TO DO: Repeat every line of the data exactly; no picture belongs in the copy.

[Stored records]

- Opening Delimiter -

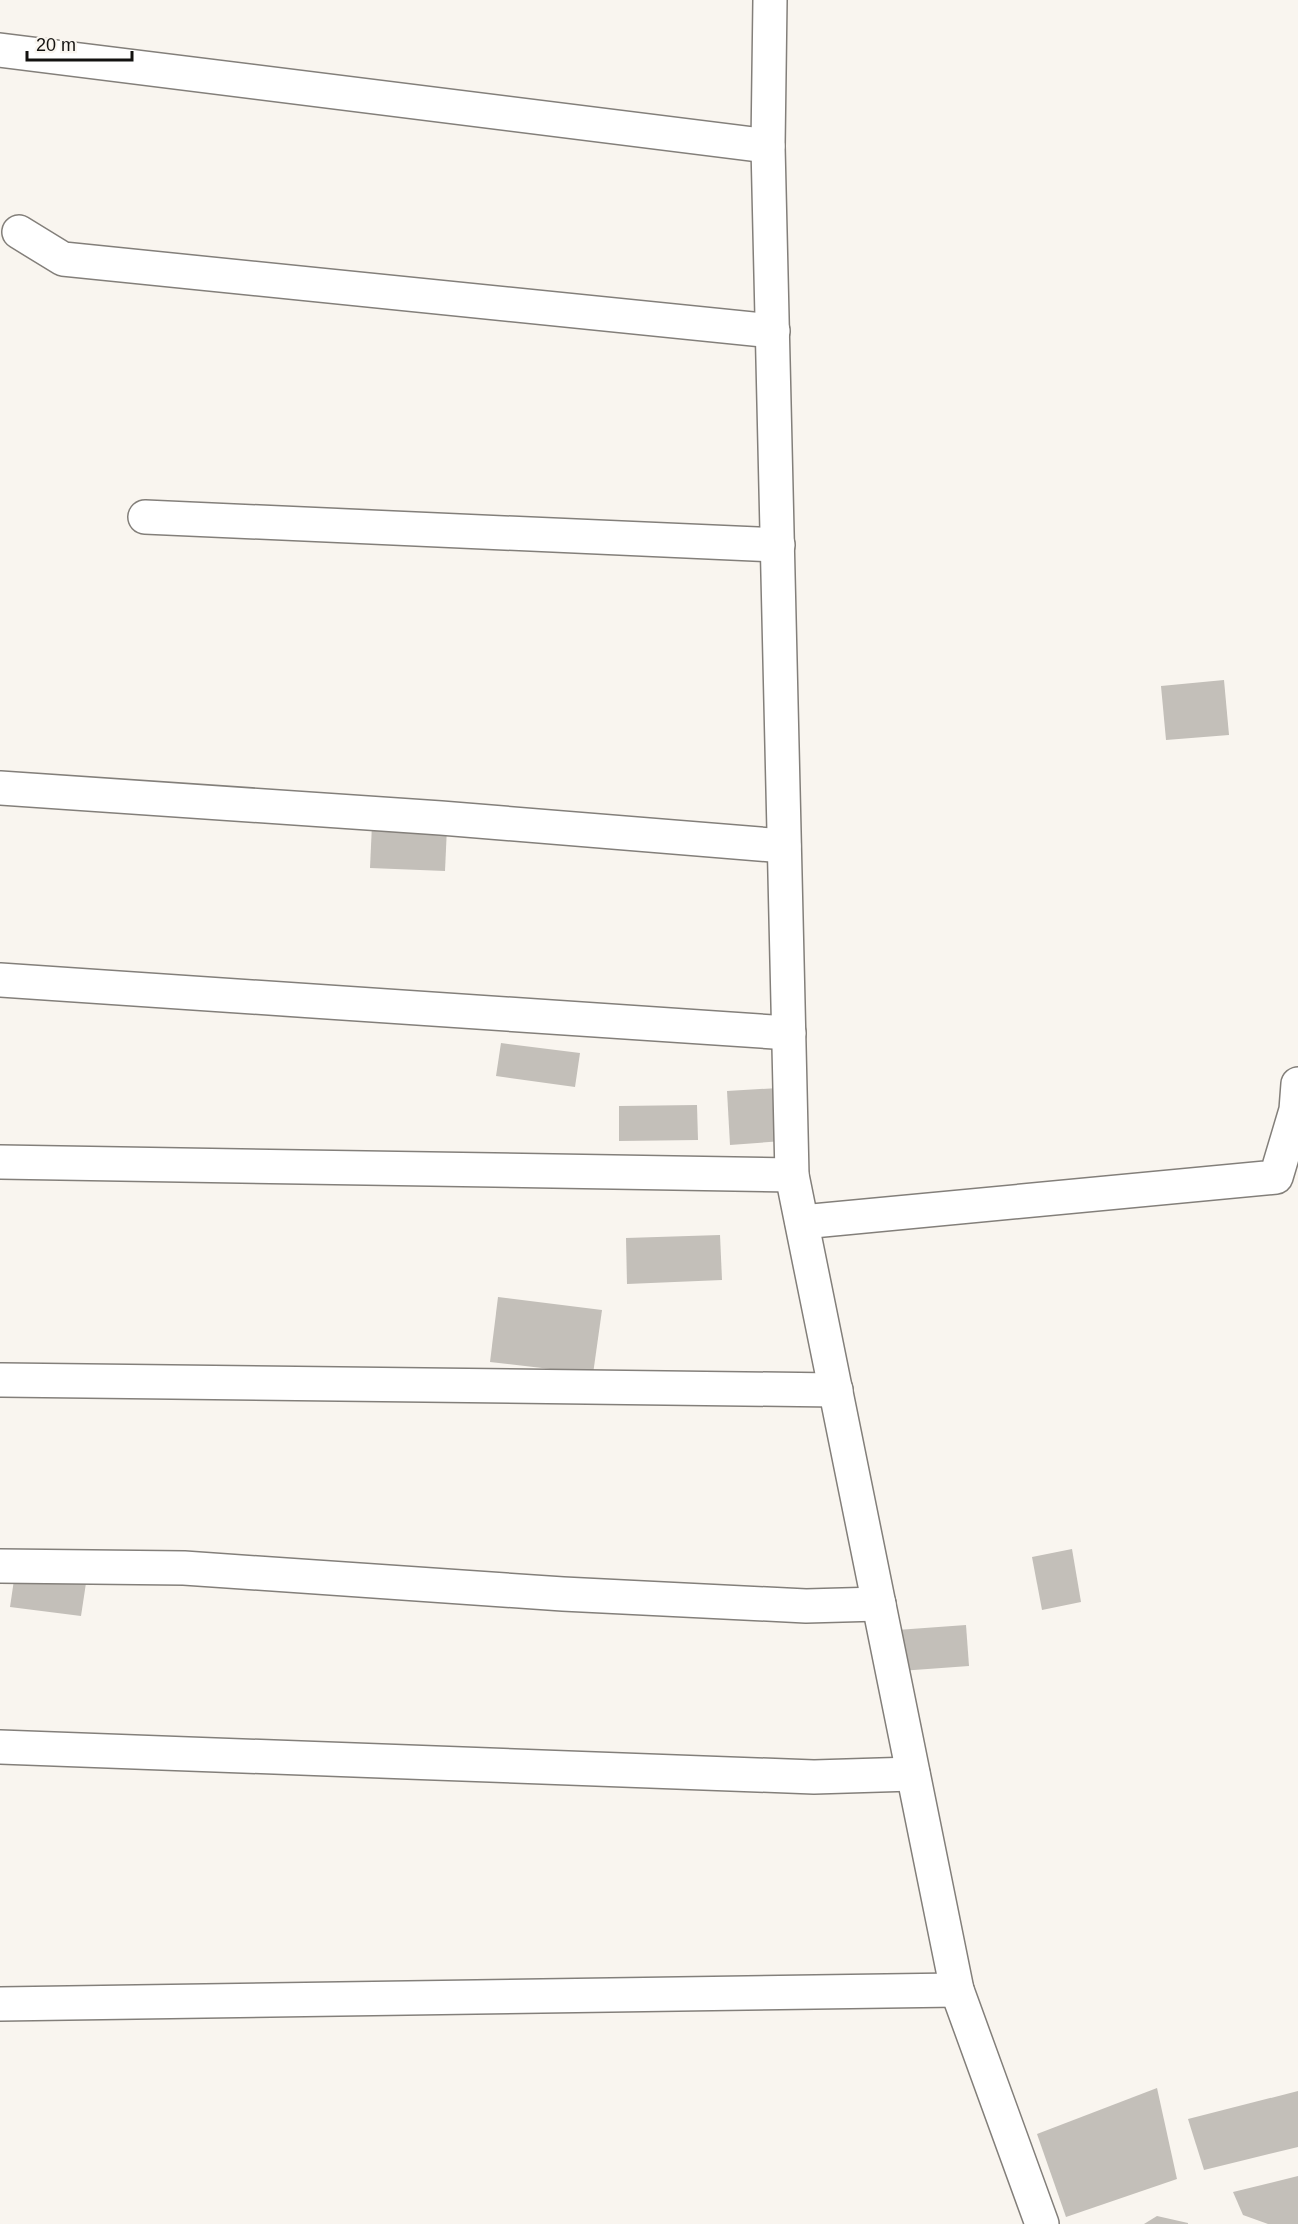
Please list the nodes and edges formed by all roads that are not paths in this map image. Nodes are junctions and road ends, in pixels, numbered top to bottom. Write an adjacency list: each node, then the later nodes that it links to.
1 (770, 0): 3 (street)
2 (0, 50): 3 (street)
3 (768, 146): 5 (street)
4 (20, 232): 5 (street)
5 (773, 331): 7 (street)
6 (145, 517): 7 (street)
7 (777, 545): 9 (street)
8 (0, 788): 9 (street)
9 (784, 846): 11 (street)
10 (0, 980): 11 (street)
11 (789, 1033): 14 (street)
12 (1298, 1084): 15 (street)
13 (0, 1162): 14 (street)
14 (792, 1175): 15 (street)
15 (802, 1221): 17 (street)
16 (2, 1380): 17 (street)
17 (836, 1390): 19 (street)
18 (0, 1566): 19 (street)
19 (879, 1604): 21 (street)
20 (0, 1747): 21 (street)
21 (913, 1774): 22 (street)
22 (957, 1990): 23 (street); 24 (street)
23 (0, 2004)
24 (1042, 2224)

- Closing Delimiter -

YOUR RESPONSE:
Please list the nodes and edges formed by all roads that are not paths in this map image. Nodes are junctions and road ends, in pixels, numbered top to bottom. Write an adjacency list: each node, then the later nodes that it links to.
1 (770, 0): 3 (street)
2 (0, 50): 3 (street)
3 (768, 146): 5 (street)
4 (20, 232): 5 (street)
5 (773, 331): 7 (street)
6 (145, 517): 7 (street)
7 (777, 545): 9 (street)
8 (0, 788): 9 (street)
9 (784, 846): 11 (street)
10 (0, 980): 11 (street)
11 (789, 1033): 14 (street)
12 (1298, 1084): 15 (street)
13 (0, 1162): 14 (street)
14 (792, 1175): 15 (street)
15 (802, 1221): 17 (street)
16 (2, 1380): 17 (street)
17 (836, 1390): 19 (street)
18 (0, 1566): 19 (street)
19 (879, 1604): 21 (street)
20 (0, 1747): 21 (street)
21 (913, 1774): 22 (street)
22 (957, 1990): 23 (street); 24 (street)
23 (0, 2004)
24 (1042, 2224)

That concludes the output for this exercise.